Zudem werde der Nachzug von Verwandten nach Deutschland oft dadurch verhindert, sagt Günter Burkhardt, dass deutsche Behörden unrealistisch hohe finanzielle Rücklagen von in Deutschland wohnenden Verwandten einforderten. In ihrem Fall, so berichtet eine Deutsch-Syrerin, die anonym bleiben möchte, hätten die deutschen Behörden für den Nachzug eines Teils ihrer syrischen Geschwister eine monatliche Absicherung von rund 3000 Euro netto eingefordert. Damit sollte sichergestellt werden, dass die Familie später keine Sozialleistungen in Anspruch nehmen muss. Die Frau berichtete, dass ihr monatlich 1300 Euro netto zur Verfügung stehen.

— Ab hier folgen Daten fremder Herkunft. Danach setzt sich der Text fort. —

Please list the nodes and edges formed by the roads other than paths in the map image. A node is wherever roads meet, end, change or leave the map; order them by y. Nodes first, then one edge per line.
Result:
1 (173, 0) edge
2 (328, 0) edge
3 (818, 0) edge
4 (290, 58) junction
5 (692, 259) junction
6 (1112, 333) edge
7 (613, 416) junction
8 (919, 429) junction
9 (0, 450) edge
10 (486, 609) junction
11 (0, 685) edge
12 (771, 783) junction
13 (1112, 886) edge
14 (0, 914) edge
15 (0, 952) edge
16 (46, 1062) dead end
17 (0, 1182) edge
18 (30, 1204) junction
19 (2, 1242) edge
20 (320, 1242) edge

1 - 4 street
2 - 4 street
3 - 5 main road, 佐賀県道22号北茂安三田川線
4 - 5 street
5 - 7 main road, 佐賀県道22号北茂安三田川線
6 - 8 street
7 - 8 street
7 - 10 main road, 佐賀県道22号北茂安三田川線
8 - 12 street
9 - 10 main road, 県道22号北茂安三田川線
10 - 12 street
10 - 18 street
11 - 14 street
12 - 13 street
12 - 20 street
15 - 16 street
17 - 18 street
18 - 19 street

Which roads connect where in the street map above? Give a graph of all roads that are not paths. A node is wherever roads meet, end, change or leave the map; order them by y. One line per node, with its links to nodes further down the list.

Aram Ali, ein 25-jähriger Deutsch-Syrer aus Hannover, versucht ebenfalls, das notwendige Geld aufzutreiben, damit seine syrischen Verwandten nachziehen können. Für ihn sind derlei Geldforderungen vor allem eines: "Wenn man die Aufnahmeprogramme aus meiner Sicht auswertet, bedeutet das in der Realität, dass Hochverdienende eine Chance haben weiterzuleben und die Angehörigen von Geringverdienenden können in letzter Konsequenz dort in Syrien auf den Tod warten."
Wer hier ist, ist noch nicht gerettet
Im Gegensatz zu ihrer Schwester ist Maya Alkhechen in ihrem alten Heimatort Essen wieder angekommen. Geschafft hat sie es aber noch lange nicht, wie sie selbst sagt. Denn mit einer Aufenthaltsgenehmigung für drei Jahre ausgestattet kämpft sie derzeit darum, dass nachzuholen, was ihr mit 22 Jahren einst verwehrt blieb: Alkhechen will eine Ausbildung als Rettungsassistentin oder als Physiotherapeutin beginnen.

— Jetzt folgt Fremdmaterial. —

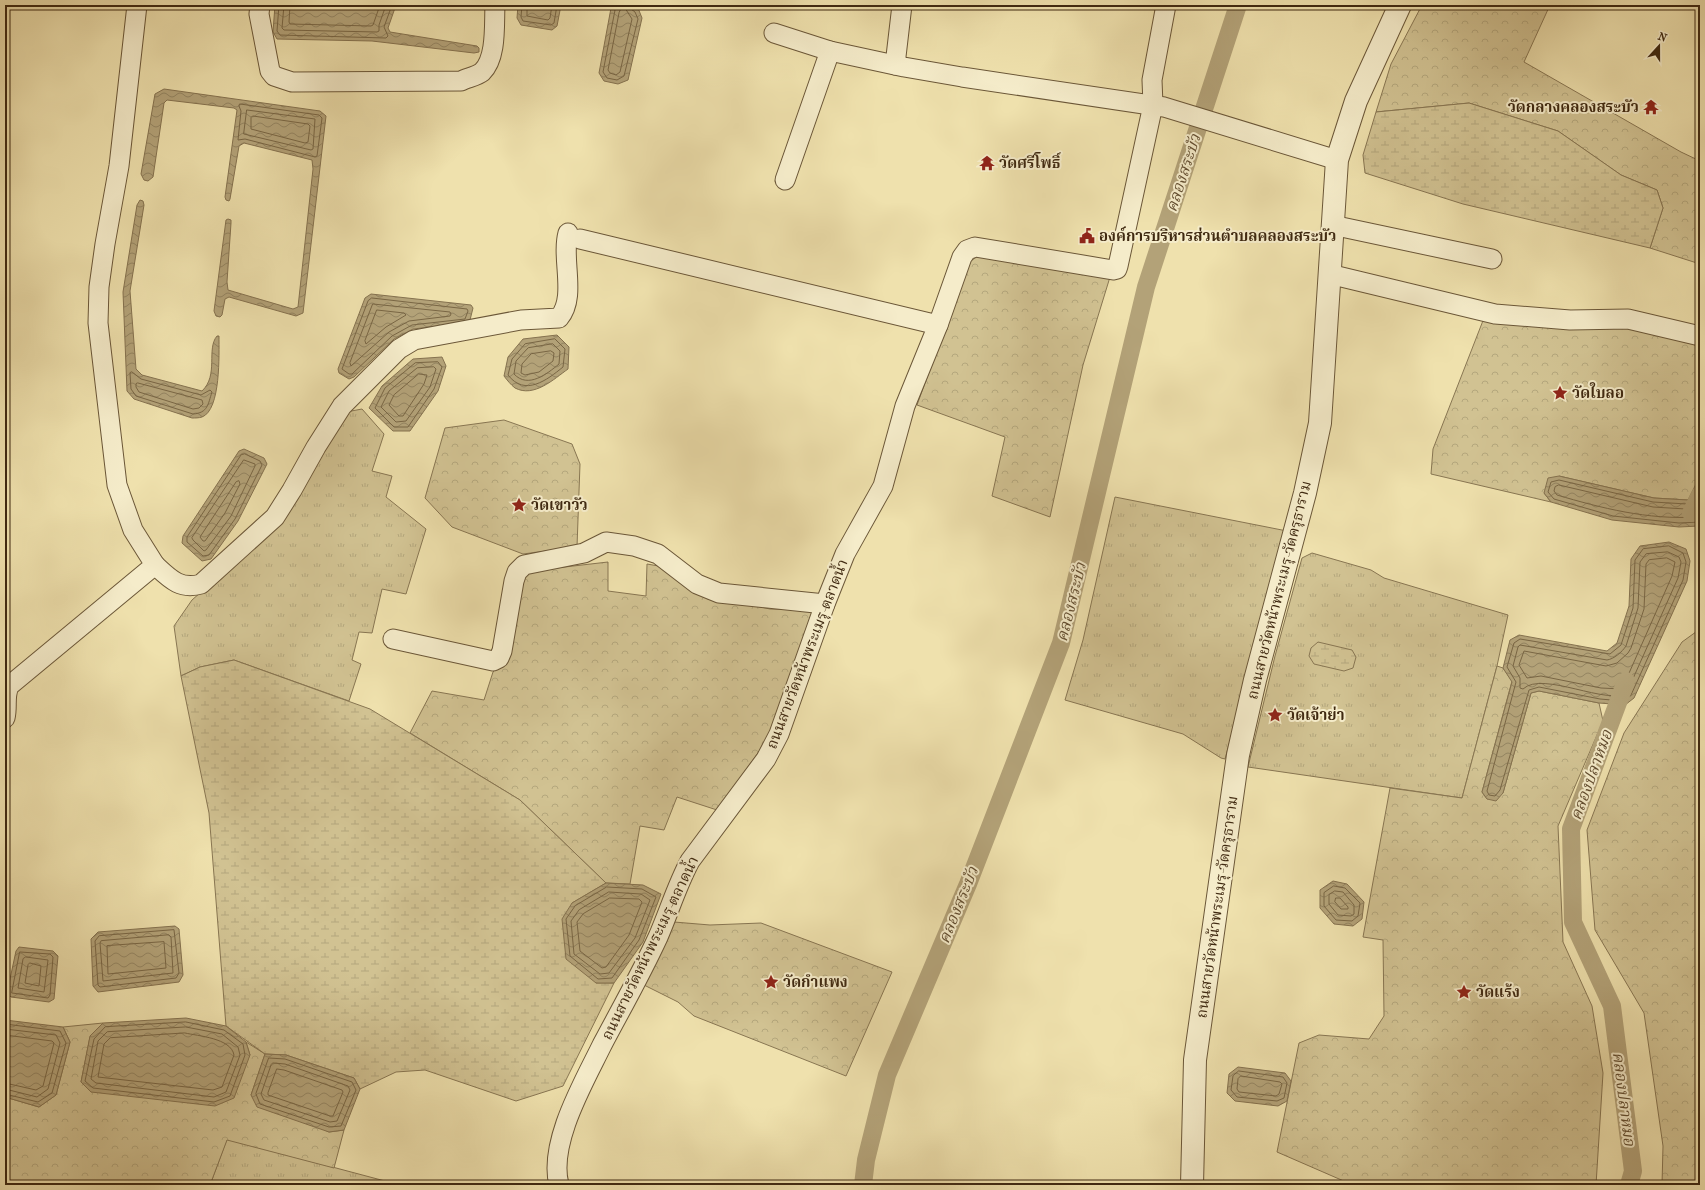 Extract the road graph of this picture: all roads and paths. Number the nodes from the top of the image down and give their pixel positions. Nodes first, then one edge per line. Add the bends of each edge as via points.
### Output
1 (136, 5) edge
2 (260, 5) edge
3 (495, 5) edge
4 (902, 5) edge
5 (1166, 5) edge
6 (1400, 5) edge
7 (774, 34) dead end
8 (830, 51) junction
9 (895, 65) junction
10 (1159, 106) junction
11 (1336, 160) junction
12 (785, 180) dead end
13 (1332, 225) junction
14 (1492, 259) dead end
15 (1330, 274) junction
16 (938, 325) junction
17 (1700, 336) edge
18 (155, 565) junction
19 (825, 604) junction
20 (393, 639) dead end
21 (5, 718) edge
22 (559, 1185) edge
23 (1192, 1185) edge

1 - 18 street via 119,166 104,244 98,323 117,485 133,530
2 - 3 street via 259,14 270,71 274,76 292,82 462,81 482,72 490,59 494,44
4 - 9 street
5 - 10 street, ถนนสายวัดหน้าพระเมรุ-ตลาดน้ำ via 1152,80
6 - 11 street, ถนนสายวัดหน้าพระเมรุ-วัดครุธาราม via 1356,101
7 - 8 street
8 - 9 street
8 - 12 street
9 - 10 street via 970,79
10 - 11 street
10 - 16 street, ถนนสายวัดหน้าพระเมรุ-ตลาดน้ำ via 1116,269 975,247 967,250 962,257
11 - 13 street, ถนนสายวัดหน้าพระเมรุ-วัดครุธาราม
13 - 14 street
13 - 15 street, ถนนสายวัดหน้าพระเมรุ-วัดครุธาราม
15 - 17 street via 1495,314 1570,320 1628,320
15 - 23 street, ถนนสายวัดหน้าพระเมรุ-วัดครุธาราม via 1320,423 1305,493 1255,680 1232,792 1195,1060
16 - 18 street via 574,236 566,244 568,300 559,318 521,320 422,338 399,349 342,406 275,517 201,584 192,587 181,585 171,580
16 - 19 street, ถนนสายวัดหน้าพระเมรุ-ตลาดน้ำ via 905,406 883,486 845,554
18 - 21 street via 9,686 5,695
19 - 20 street via 719,593 697,584 658,554 634,546 606,542 584,553 524,565 517,572 502,651 499,658 493,661
19 - 22 street, ถนนสายวัดหน้าพระเมรุ-ตลาดน้ำ via 779,734 766,759 690,861 658,937 582,1085 567,1119 559,1154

Bislang wird sie dabei von der Essener Arbeitsagentur nicht unterstützt, sondern eher behindert, sagt sie traurig. Denn weil die Entlohnung in den jeweiligen Berufen im Schnitt zu niedrig sei, um sich dauerhaft ein eigenständiges Leben zu finanzieren, lehnen die Behörden eine Förderung der Weiterbildungsmaßnahme ab. Mayas Fazit: "Auch wenn man es als Flüchtling nach Deutschland geschafft hat, bleiben noch genug Hürden übrig."